C'est d'abord vers l'évolution des cultes eux-mêmes qu'il faut se tourner. À la suite des changements sociaux très profonds consécutifs à l'effondrement de la société de plantation, ils ont subi la pression de deux forces (cf Benoist, 1998) :
- - une visibilité accrue, qui traduit le réajustement de leur position au sein de la société globale. Ils sont passés du privé et du local à une manifestation forte de la présence indienne. Une partie des changements tient aux Créoles, qui sont devenus demandeurs d'indianité dans leur quête d'éléments capables de s'opposer au processus général d'assimilation à la culture française. L'accès croissant aux pratiques hindoues tient aussi aux relations étroites entre certains rituels hindous et les pratiques magiques observées dans de larges secteurs des populations non indiennes des îles ; pour bien des gens, les cultes hindous font alors figure de nouvelles pratiques magiques d'action contre la maladie et le malheur. De ce fait, ils gagnent en crédibilité, en valeur symbolique et du coup en poids social, conduisant à leur appropriation partielle par certains secteurs de la société locale.
-
- - une transformation interne qui suit un courant très analogue à celui que l'on a depuis longtemps décrit dans l'Inde sous le terme de sanskritisation : les castes inférieures changent leurs références religieuses, certaines de leurs coutumes, leurs idéologies et leur mode de vie et les rendent conformes aux normes des castes supérieures. On passe du sacrifice animal à l'offrande végétarienne, on adopte de nouveaux interdits, on se tourne vers de nouveaux visages du divin qui sont vécus comme d'une manifestation supérieure. Cela bouleverse les critères du beau et du laid liés au bien et au mal, à l'efficace et à l'inefficace au sein des rituels. Un nombre croissant de dévots veut adapter sa pratique religieuse à sa promotion sociale et donc rompre avec un héritage marque par les pratiques des castes inférieures.

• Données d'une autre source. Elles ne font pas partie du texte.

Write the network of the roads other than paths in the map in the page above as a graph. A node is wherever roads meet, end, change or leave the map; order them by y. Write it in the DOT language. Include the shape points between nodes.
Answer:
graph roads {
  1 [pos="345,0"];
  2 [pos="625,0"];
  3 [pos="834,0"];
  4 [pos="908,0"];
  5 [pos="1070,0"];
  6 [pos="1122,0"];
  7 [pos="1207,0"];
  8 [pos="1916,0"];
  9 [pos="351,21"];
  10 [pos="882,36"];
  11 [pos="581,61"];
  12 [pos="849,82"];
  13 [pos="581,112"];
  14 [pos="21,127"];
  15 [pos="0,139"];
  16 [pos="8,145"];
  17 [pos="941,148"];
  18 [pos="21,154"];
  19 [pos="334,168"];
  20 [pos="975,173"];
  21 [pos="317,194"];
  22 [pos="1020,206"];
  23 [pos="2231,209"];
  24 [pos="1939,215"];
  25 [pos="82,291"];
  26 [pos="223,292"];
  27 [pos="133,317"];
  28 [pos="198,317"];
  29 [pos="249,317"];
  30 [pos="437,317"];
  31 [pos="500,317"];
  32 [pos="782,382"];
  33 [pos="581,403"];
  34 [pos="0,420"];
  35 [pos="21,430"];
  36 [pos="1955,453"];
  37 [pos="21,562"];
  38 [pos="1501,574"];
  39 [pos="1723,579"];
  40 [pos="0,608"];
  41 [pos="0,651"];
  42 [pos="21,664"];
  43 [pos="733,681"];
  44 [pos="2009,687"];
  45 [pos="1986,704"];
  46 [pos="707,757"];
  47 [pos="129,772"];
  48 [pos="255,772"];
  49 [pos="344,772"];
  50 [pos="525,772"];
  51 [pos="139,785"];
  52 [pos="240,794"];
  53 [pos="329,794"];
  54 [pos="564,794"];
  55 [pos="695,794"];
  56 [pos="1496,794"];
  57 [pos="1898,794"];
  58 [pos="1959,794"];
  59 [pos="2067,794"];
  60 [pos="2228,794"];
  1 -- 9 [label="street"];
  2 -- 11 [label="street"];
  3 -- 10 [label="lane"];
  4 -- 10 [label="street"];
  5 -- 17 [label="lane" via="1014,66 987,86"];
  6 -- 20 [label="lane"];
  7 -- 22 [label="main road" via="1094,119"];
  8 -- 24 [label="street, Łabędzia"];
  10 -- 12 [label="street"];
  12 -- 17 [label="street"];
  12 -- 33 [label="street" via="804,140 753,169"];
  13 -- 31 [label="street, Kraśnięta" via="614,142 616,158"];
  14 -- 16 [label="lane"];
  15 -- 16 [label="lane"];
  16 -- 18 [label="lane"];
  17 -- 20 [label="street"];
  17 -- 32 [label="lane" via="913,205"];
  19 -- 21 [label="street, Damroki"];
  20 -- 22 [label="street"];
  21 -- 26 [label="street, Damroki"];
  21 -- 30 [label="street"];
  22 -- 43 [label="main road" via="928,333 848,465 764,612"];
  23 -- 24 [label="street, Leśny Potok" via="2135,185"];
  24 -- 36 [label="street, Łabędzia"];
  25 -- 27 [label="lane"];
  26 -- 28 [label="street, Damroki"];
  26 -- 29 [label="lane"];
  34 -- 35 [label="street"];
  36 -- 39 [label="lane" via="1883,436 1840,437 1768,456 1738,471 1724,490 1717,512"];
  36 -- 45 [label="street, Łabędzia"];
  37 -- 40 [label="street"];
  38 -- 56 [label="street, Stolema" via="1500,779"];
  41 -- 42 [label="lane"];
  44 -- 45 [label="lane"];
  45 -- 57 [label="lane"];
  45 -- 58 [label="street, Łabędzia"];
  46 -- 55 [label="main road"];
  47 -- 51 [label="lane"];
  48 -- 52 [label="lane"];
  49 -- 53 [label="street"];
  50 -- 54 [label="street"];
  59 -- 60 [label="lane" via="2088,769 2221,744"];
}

On ferait cependant une très grave erreur d'appréciation si on isolait tous ces faits « indiens » de ceux qui se produisent, bien au-delà mais en continuité avec eux, dans l'ensemble de la société des îles. Même si les cultes hindous des Antilles françaises et de la Réunion sont pour les descendants d'Indiens des lieux sociaux et culturels hautement identitaires, ils sont de nos jours profondément incorporés à la vie de la société globale. Ces cultes et leurs manifestations sont certes issus du patrimoine des immigrants indiens de la seconde moitié du XIXe siècle, mais leur présence maintenant ancienne, et plus encore leur développement récent, ne sont pas l'effet d'un découpage de la société en secteurs ethniques, en « communautés ». Les sociétés créoles sont capables de maintenir leur continuité et leur unité tout en portant en elles des manifestations culturelles et sociales qui se rattachent aux divers héritages originels. Elles savent les entrecroiser, permettre des passages d'individus, de pratiques, de valeurs qui édifient des ponts là où d'autres sociétés dresseraient des barrières. Les tensions et les conflits existent, des forces de fragmentation sont certes à l'œuvre, mais le plus souvent en prélude à de nouvelles fusions.